Age verification bills are popping up in legislatures around the country. While the stated purpose of these bills speaks to a worthy goal—to keep children safe—the outcome is more murky. Arkansas’s age verification law is one such example, and it epitomizes the clash of good intentions, real world consequences, and the standard of the United States Constitution.

Arkansas enacted Act 689, the Social Media Safety Act, in 2023, and it was blocked by the courts upon its signing. It was the first such bill in the country, requiring all social media users to submit personal information in the form of photos and licenses in order to access existing platforms, and it raised instant concerns over the privacy of users and their access to protected speech. The law remained in legal limbo until last week, when a U.S. District Court ended the litigation saga and permanently blocked Act 689 from taking effect.

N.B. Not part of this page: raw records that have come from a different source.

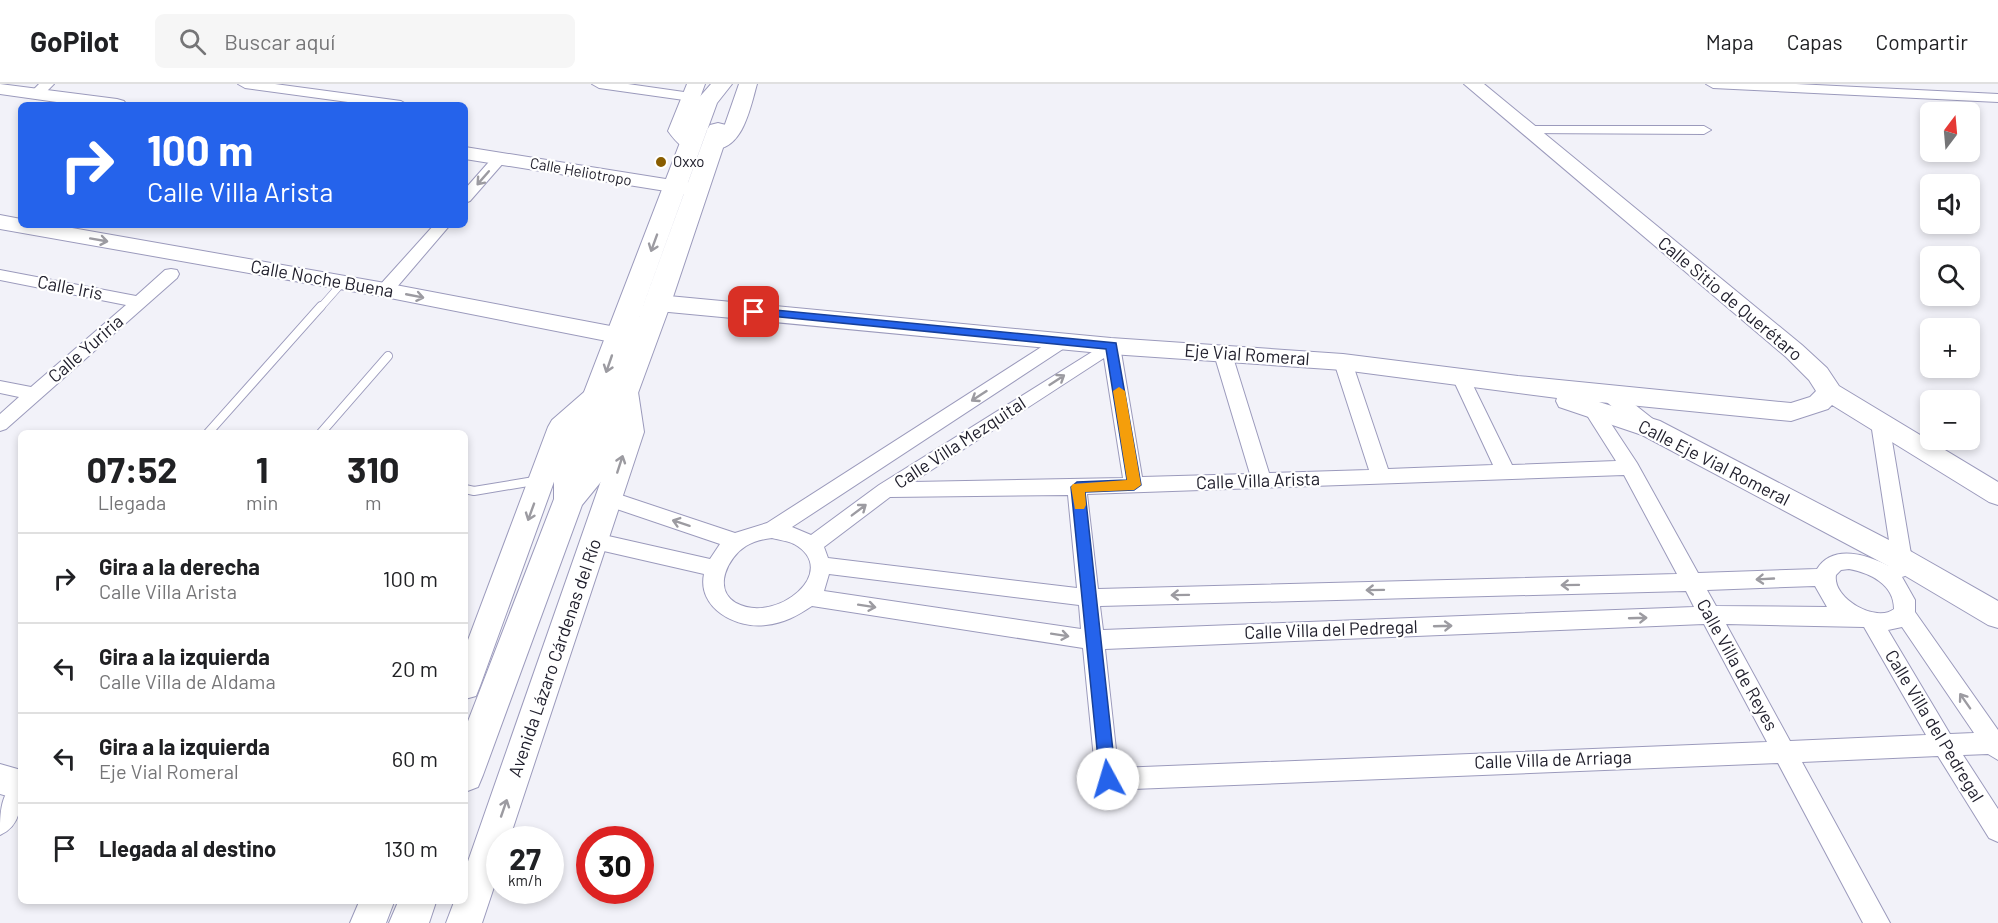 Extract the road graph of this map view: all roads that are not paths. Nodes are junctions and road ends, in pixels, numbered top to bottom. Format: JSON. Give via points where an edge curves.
{"nodes":[{"id":1,"x":245,"y":84,"type":"edge"},
{"id":2,"x":373,"y":84,"type":"edge"},
{"id":3,"x":599,"y":84,"type":"edge"},
{"id":4,"x":748,"y":84,"type":"edge"},
{"id":5,"x":1473,"y":84,"type":"edge"},
{"id":6,"x":1713,"y":84,"type":"edge"},
{"id":7,"x":721,"y":86,"type":"edge"},
{"id":8,"x":0,"y":88,"type":"edge"},
{"id":9,"x":42,"y":89,"type":"edge"},
{"id":10,"x":693,"y":90,"type":"edge"},
{"id":11,"x":1998,"y":98,"type":"edge"},
{"id":12,"x":103,"y":102,"type":"edge"},
{"id":13,"x":354,"y":102,"type":"edge"},
{"id":14,"x":361,"y":102,"type":"edge"},
{"id":15,"x":1704,"y":129,"type":"dead end"},
{"id":16,"x":1528,"y":130,"type":"junction"},
{"id":17,"x":702,"y":144,"type":"junction"},
{"id":18,"x":468,"y":153,"type":"edge"},
{"id":19,"x":500,"y":158,"type":"junction"},
{"id":20,"x":686,"y":189,"type":"junction"},
{"id":21,"x":468,"y":195,"type":"edge"},
{"id":22,"x":0,"y":222,"type":"edge"},
{"id":23,"x":18,"y":225,"type":"edge"},
{"id":24,"x":34,"y":228,"type":"edge"},
{"id":25,"x":439,"y":228,"type":"edge"},
{"id":26,"x":171,"y":274,"type":"dead end"},
{"id":27,"x":0,"y":275,"type":"edge"},
{"id":28,"x":343,"y":282,"type":"junction"},
{"id":29,"x":385,"y":290,"type":"junction"},
{"id":30,"x":140,"y":302,"type":"junction"},
{"id":31,"x":658,"y":303,"type":"junction"},
{"id":32,"x":632,"y":338,"type":"junction"},
{"id":33,"x":1063,"y":341,"type":"junction"},
{"id":34,"x":1111,"y":346,"type":"junction"},
{"id":35,"x":1223,"y":354,"type":"junction"},
{"id":36,"x":388,"y":356,"type":"dead end"},
{"id":37,"x":1343,"y":362,"type":"junction"},
{"id":38,"x":1461,"y":377,"type":"junction"},
{"id":39,"x":1518,"y":385,"type":"joint"},
{"id":40,"x":0,"y":387,"type":"edge"},
{"id":41,"x":613,"y":392,"type":"junction"},
{"id":42,"x":1830,"y":392,"type":"junction"},
{"id":43,"x":34,"y":394,"type":"junction"},
{"id":44,"x":1601,"y":401,"type":"junction"},
{"id":45,"x":1880,"y":423,"type":"junction"},
{"id":46,"x":0,"y":424,"type":"edge"},
{"id":47,"x":211,"y":430,"type":"edge"},
{"id":48,"x":323,"y":430,"type":"edge"},
{"id":49,"x":1630,"y":468,"type":"junction"},
{"id":50,"x":1506,"y":472,"type":"junction"},
{"id":51,"x":1382,"y":476,"type":"junction"},
{"id":52,"x":542,"y":479,"type":"junction"},
{"id":53,"x":1262,"y":481,"type":"junction"},
{"id":54,"x":1134,"y":485,"type":"junction"},
{"id":55,"x":1077,"y":487,"type":"junction"},
{"id":56,"x":468,"y":490,"type":"edge"},
{"id":57,"x":886,"y":490,"type":"junction"},
{"id":58,"x":1998,"y":495,"type":"edge"},
{"id":59,"x":609,"y":499,"type":"junction"},
{"id":60,"x":772,"y":530,"type":"junction"},
{"id":61,"x":595,"y":541,"type":"junction"},
{"id":62,"x":736,"y":541,"type":"junction"},
{"id":63,"x":812,"y":545,"type":"junction"},
{"id":64,"x":821,"y":565,"type":"junction"},
{"id":65,"x":714,"y":568,"type":"junction"},
{"id":66,"x":1898,"y":570,"type":"junction"},
{"id":67,"x":1823,"y":577,"type":"junction"},
{"id":68,"x":1692,"y":582,"type":"junction"},
{"id":69,"x":809,"y":597,"type":"junction"},
{"id":70,"x":1091,"y":597,"type":"junction"},
{"id":71,"x":1905,"y":614,"type":"junction"},
{"id":72,"x":1709,"y":615,"type":"junction"},
{"id":73,"x":1998,"y":616,"type":"edge"},
{"id":74,"x":1864,"y":619,"type":"junction"},
{"id":75,"x":1092,"y":640,"type":"junction"},
{"id":76,"x":468,"y":678,"type":"edge"},
{"id":77,"x":1943,"y":744,"type":"junction"},
{"id":78,"x":1997,"y":745,"type":"edge"},
{"id":79,"x":1784,"y":750,"type":"junction"},
{"id":80,"x":468,"y":767,"type":"edge"},
{"id":81,"x":0,"y":779,"type":"edge"},
{"id":82,"x":18,"y":783,"type":"edge"},
{"id":83,"x":18,"y":796,"type":"edge"},
{"id":84,"x":0,"y":823,"type":"edge"},
{"id":85,"x":1998,"y":830,"type":"edge"},
{"id":86,"x":376,"y":904,"type":"edge"},
{"id":87,"x":416,"y":904,"type":"edge"},
{"id":88,"x":368,"y":923,"type":"edge"},
{"id":89,"x":409,"y":923,"type":"edge"},
{"id":90,"x":464,"y":923,"type":"edge"},
{"id":91,"x":1877,"y":923,"type":"edge"}],
"edges":[{"from":1,"to":13,"type":"street"},
{"from":2,"to":14,"type":"street"},
{"from":3,"to":10,"type":"street"},
{"from":4,"to":17,"type":"main road","name":"Avenida Lázaro Cárdenas del Río","via":[[732,133]]},
{"from":5,"to":16,"type":"main road","name":"Calle Sitio de Querétaro"},
{"from":6,"to":11,"type":"street"},
{"from":7,"to":17,"type":"main road","name":"Avenida Lázaro Cárdenas del Río","via":[[728,100]]},
{"from":8,"to":9,"type":"main road"},
{"from":9,"to":12,"type":"main road"},
{"from":10,"to":17,"type":"main road","via":[[678,131]]},
{"from":15,"to":16,"type":"street"},
{"from":16,"to":42,"type":"main road","name":"Calle Sitio de Querétaro","via":[[1794,351]]},
{"from":17,"to":20,"type":"main road","name":"Avenida Lázaro Cárdenas del Río"},
{"from":18,"to":19,"type":"main road","name":"Calle Heliotropo"},
{"from":19,"to":20,"type":"main road","name":"Calle Heliotropo"},
{"from":19,"to":21,"type":"street","one_way":true},
{"from":20,"to":31,"type":"main road","name":"Avenida Lázaro Cárdenas del Río"},
{"from":20,"to":32,"type":"main road","name":"Avenida Lázaro Cárdenas del Río","one_way":true},
{"from":22,"to":23,"type":"main road","name":"Calle Noche Buena","one_way":true},
{"from":24,"to":28,"type":"main road","name":"Calle Noche Buena","one_way":true},
{"from":25,"to":29,"type":"street"},
{"from":26,"to":30,"type":"street","name":"Calle Yuriria"},
{"from":27,"to":30,"type":"street","name":"Calle Iris"},
{"from":28,"to":29,"type":"main road","name":"Calle Noche Buena"},
{"from":28,"to":47,"type":"lane"},
{"from":29,"to":32,"type":"main road","name":"Calle Noche Buena","one_way":true},
{"from":30,"to":43,"type":"street","name":"Calle Yuriria"},
{"from":31,"to":32,"type":"main road","name":"Avenida Lázaro Cárdenas del Río"},
{"from":31,"to":33,"type":"main road","name":"Eje Vial Romeral"},
{"from":32,"to":41,"type":"main road","name":"Avenida Lázaro Cárdenas del Río"},
{"from":33,"to":34,"type":"main road","name":"Eje Vial Romeral"},
{"from":33,"to":60,"type":"street","name":"Calle Villa Mezquital","one_way":true},
{"from":34,"to":35,"type":"main road","name":"Eje Vial Romeral"},
{"from":34,"to":54,"type":"street"},
{"from":57,"to":34,"type":"street","name":"Calle Villa Mezquital","one_way":true},
{"from":35,"to":37,"type":"main road","name":"Eje Vial Romeral"},
{"from":35,"to":53,"type":"street"},
{"from":36,"to":48,"type":"lane"},
{"from":37,"to":38,"type":"main road","name":"Eje Vial Romeral"},
{"from":37,"to":51,"type":"street"},
{"from":38,"to":39,"type":"main road","name":"Eje Vial Romeral"},
{"from":38,"to":50,"type":"street"},
{"from":39,"to":44,"type":"main road","name":"Calle Eje Vial Romeral"},
{"from":40,"to":43,"type":"street"},
{"from":41,"to":52,"type":"main road","name":"Avenida Lázaro Cárdenas del Río","via":[[561,427]]},
{"from":59,"to":41,"type":"main road","name":"Avenida Lázaro Cárdenas del Río","one_way":true,"via":[[631,432]]},
{"from":41,"to":80,"type":"main road","name":"Avenida Lázaro Cárdenas del Río","via":[[594,472],[568,499]]},
{"from":42,"to":44,"type":"main road","via":[[1819,403],[1791,412]]},
{"from":42,"to":45,"type":"main road","name":"Calle Sitio de Querétaro"},
{"from":43,"to":46,"type":"street","name":"Calle Yuriria"},
{"from":44,"to":49,"type":"street","name":"Calle Villa de Reyes"},
{"from":44,"to":66,"type":"main road","name":"Calle Eje Vial Romeral"},
{"from":45,"to":58,"type":"main road","name":"Calle Sitio de Querétaro"},
{"from":45,"to":66,"type":"street"},
{"from":49,"to":50,"type":"street","name":"Calle Villa Arista"},
{"from":49,"to":68,"type":"street","name":"Calle Villa de Reyes"},
{"from":50,"to":51,"type":"street","name":"Calle Villa Arista"},
{"from":51,"to":53,"type":"street","name":"Calle Villa Arista"},
{"from":52,"to":56,"type":"lane"},
{"from":52,"to":76,"type":"main road","name":"Avenida Lázaro Cárdenas del Río","one_way":true},
{"from":53,"to":54,"type":"street","name":"Calle Villa Arista"},
{"from":54,"to":55,"type":"street","name":"Calle Villa Arista"},
{"from":55,"to":57,"type":"street","name":"Calle Villa Arista"},
{"from":55,"to":70,"type":"street"},
{"from":63,"to":57,"type":"street","name":"Calle Villa Mezquital","one_way":true},
{"from":59,"to":61,"type":"main road","name":"Avenida Lázaro Cárdenas del Río"},
{"from":62,"to":59,"type":"street","one_way":true},
{"from":60,"to":62,"type":"street"},
{"from":60,"to":63,"type":"street","via":[[799,535]]},
{"from":61,"to":65,"type":"street"},
{"from":90,"to":61,"type":"main road","name":"Avenida Lázaro Cárdenas del Río","one_way":true},
{"from":62,"to":65,"type":"street"},
{"from":63,"to":64,"type":"street"},
{"from":64,"to":69,"type":"street","via":[[819,580]]},
{"from":64,"to":70,"type":"street","name":"Calle Villa del Pedregal"},
{"from":65,"to":69,"type":"street","via":[[715,593],[734,612],[771,617],[791,611]]},
{"from":66,"to":67,"type":"street","via":[[1836,562]]},
{"from":66,"to":71,"type":"street","via":[[1907,604]]},
{"from":66,"to":73,"type":"main road","name":"Calle Eje Vial Romeral"},
{"from":67,"to":68,"type":"street","name":"Calle Villa del Pedregal","one_way":true},
{"from":67,"to":74,"type":"street","via":[[1832,598]]},
{"from":68,"to":70,"type":"street","name":"Calle Villa del Pedregal","one_way":true},
{"from":68,"to":72,"type":"street","name":"Calle Villa de Reyes"},
{"from":69,"to":75,"type":"street","name":"Calle Villa del Pedregal","one_way":true},
{"from":70,"to":75,"type":"street"},
{"from":71,"to":74,"type":"street","via":[[1886,623]]},
{"from":78,"to":71,"type":"street","name":"Calle Villa del Pedregal","one_way":true},
{"from":72,"to":74,"type":"street","name":"Calle Villa del Pedregal"},
{"from":75,"to":72,"type":"street","name":"Calle Villa del Pedregal","one_way":true},
{"from":72,"to":79,"type":"street","name":"Calle Villa de Reyes"},
{"from":74,"to":77,"type":"street","name":"Calle Villa del Pedregal"},
{"from":75,"to":79,"type":"street","name":"Calle Villa de Arriaga","via":[[1108,779]]},
{"from":77,"to":78,"type":"street","name":"Calle Villa de Arriaga"},
{"from":77,"to":79,"type":"street","name":"Calle Villa de Arriaga"},
{"from":77,"to":85,"type":"street","name":"Calle Villa del Pedregal"},
{"from":79,"to":91,"type":"street","name":"Calle Villa de Reyes"},
{"from":81,"to":82,"type":"main road"},
{"from":83,"to":84,"type":"street"},
{"from":86,"to":88,"type":"main road"},
{"from":87,"to":89,"type":"main road"}]}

The Court recognized the inadequacy of such legislation to achieve its stated goals, as well as the Constitutional risks of such an incomplete solution. “Act 689, if implemented, would violate the First Amendment rights of Arkansans because it is a facially content based restriction on speech that is not narrowly tailored to serve a compelling government interest. It would also violate the due process rights of Plaintiffs’ members because it is unconstitutionally vague in violation of the Fourteenth Amendment.” In short, Act 689 made promises it could not keep and risked users’ rights in the process.

This is a common pattern for age verification laws. It begins with good intentions and a sense of urgency, but when the rubber meets the road, the policy falls short. The legal battles that have become almost inherent to age verification regulatory schemes place a costly burden on taxpayers and often distract from using policy and research to create meaningful change.

The Arkansas ruling serves as a powerful example to legislators pondering the needs of their constituents: a real solution will pass Constitutional muster and achieve what it promises.

Protecting children online is one of the few areas of bipartisan consensus in an increasingly polarized environment and the rapidly increasing number of proposed age verification bills are coming from both sides of the aisle. Using short sighted regulations to achieve a lasting change is a sure way to stop the momentum of this political unity. Rather, lawmakers can emphasize education for both children and parents, resources that empower and inform, and private organizations that are innovating solutions to the perils of the digital age at a pace far quicker than legally contested laws could ever achieve.

The Court’s decision in Arkansas was not a loss, but a lesson. Alternatives to Act 689 and those like it are abundant. The Pelican Institute released a comprehensive guide for parents to protect youth on social media. Social media companies are also proving true the laws of the free market by meeting the outcry of families and lawmakers with great new versions and tools on their apps that empower parents to walk alongside their children. That’s the best way to keep kids safe online and uphold the solemn oath to support the United States and state constitutions.